Dataset records:
-----

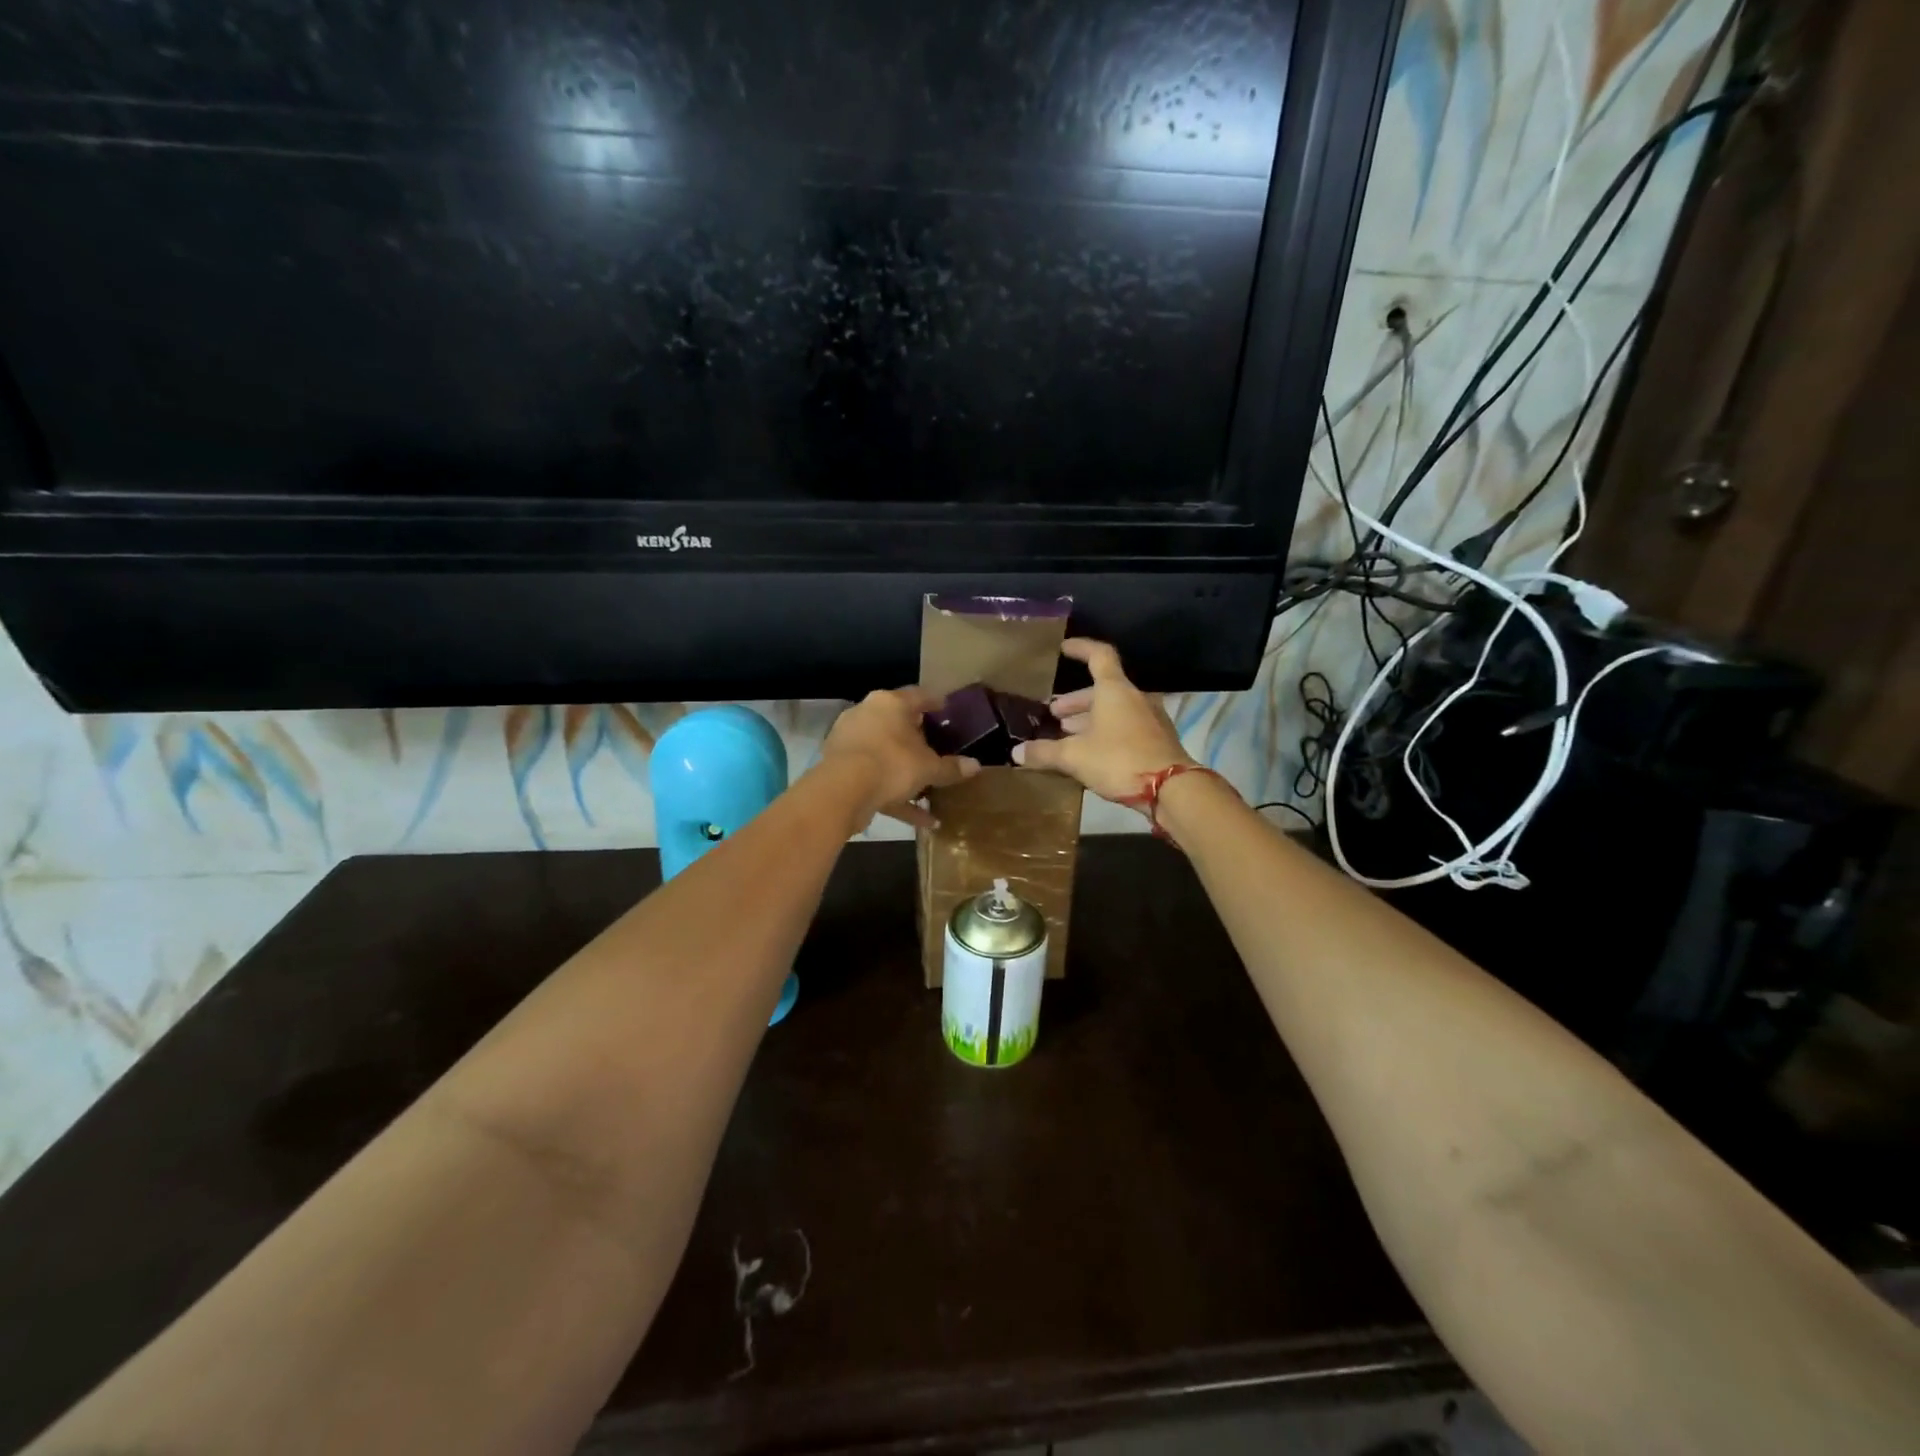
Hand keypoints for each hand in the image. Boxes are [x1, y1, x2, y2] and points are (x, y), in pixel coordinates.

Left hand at [820, 688, 979, 829]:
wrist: (842, 791)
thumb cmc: (892, 764)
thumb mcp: (929, 768)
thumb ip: (951, 767)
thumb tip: (976, 766)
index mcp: (889, 704)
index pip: (918, 696)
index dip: (935, 702)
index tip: (946, 709)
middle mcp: (867, 715)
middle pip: (896, 723)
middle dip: (916, 738)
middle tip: (936, 747)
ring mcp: (850, 741)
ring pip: (884, 753)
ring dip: (905, 772)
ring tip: (929, 790)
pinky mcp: (840, 768)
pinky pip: (874, 778)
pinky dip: (895, 796)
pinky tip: (921, 820)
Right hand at [1012, 639, 1194, 804]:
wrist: (1173, 789)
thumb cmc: (1120, 760)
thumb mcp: (1075, 757)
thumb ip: (1044, 753)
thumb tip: (1016, 753)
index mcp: (1115, 691)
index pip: (1099, 655)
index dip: (1081, 649)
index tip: (1063, 649)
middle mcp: (1135, 698)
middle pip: (1103, 690)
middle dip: (1076, 702)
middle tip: (1054, 714)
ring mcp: (1150, 720)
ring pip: (1114, 711)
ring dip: (1090, 720)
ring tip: (1068, 735)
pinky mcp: (1157, 741)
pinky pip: (1126, 728)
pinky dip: (1106, 734)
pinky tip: (1091, 754)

-----

## Work task
Output the records verbatim, every one of them, and keep the pictures out.

## Exercise output
Hand keypoints for each hand in the image. Boxes are [x1, y1, x2, y2] and points are (x, y), in pixel coordinates.

Left hand at [820, 688, 979, 829]:
wrist: (842, 791)
thumb cmc: (892, 764)
thumb mcp: (929, 768)
thumb ip: (951, 767)
thumb tip: (976, 766)
index mcp: (889, 704)
index pip: (918, 696)
index dip: (935, 702)
index tip: (946, 709)
middle mcp: (867, 715)
middle pip: (896, 723)
middle dip: (916, 738)
middle tip: (936, 747)
ring mcp: (850, 741)
ring pip: (884, 753)
ring dip: (905, 772)
ring tip: (929, 790)
pinky mcp: (840, 768)
pinky pip: (874, 778)
pinky dip: (895, 796)
pinky tip: (921, 820)
Right hand at [1012, 639, 1194, 804]:
wrist: (1173, 789)
thumb cmc: (1120, 760)
thumb mcp: (1075, 757)
thumb ip: (1044, 753)
thumb tip: (1016, 753)
index mcp: (1115, 691)
index pip: (1099, 655)
index dip: (1081, 649)
index tip: (1063, 649)
middle mcp: (1135, 698)
middle pip: (1103, 690)
middle dip: (1076, 702)
middle tip: (1054, 714)
ring mcp: (1150, 720)
ring pip: (1114, 711)
ring dip: (1090, 720)
ring tip: (1068, 735)
pinky mcp: (1157, 741)
pinky pip: (1126, 728)
pinky dip: (1106, 734)
pinky tip: (1091, 754)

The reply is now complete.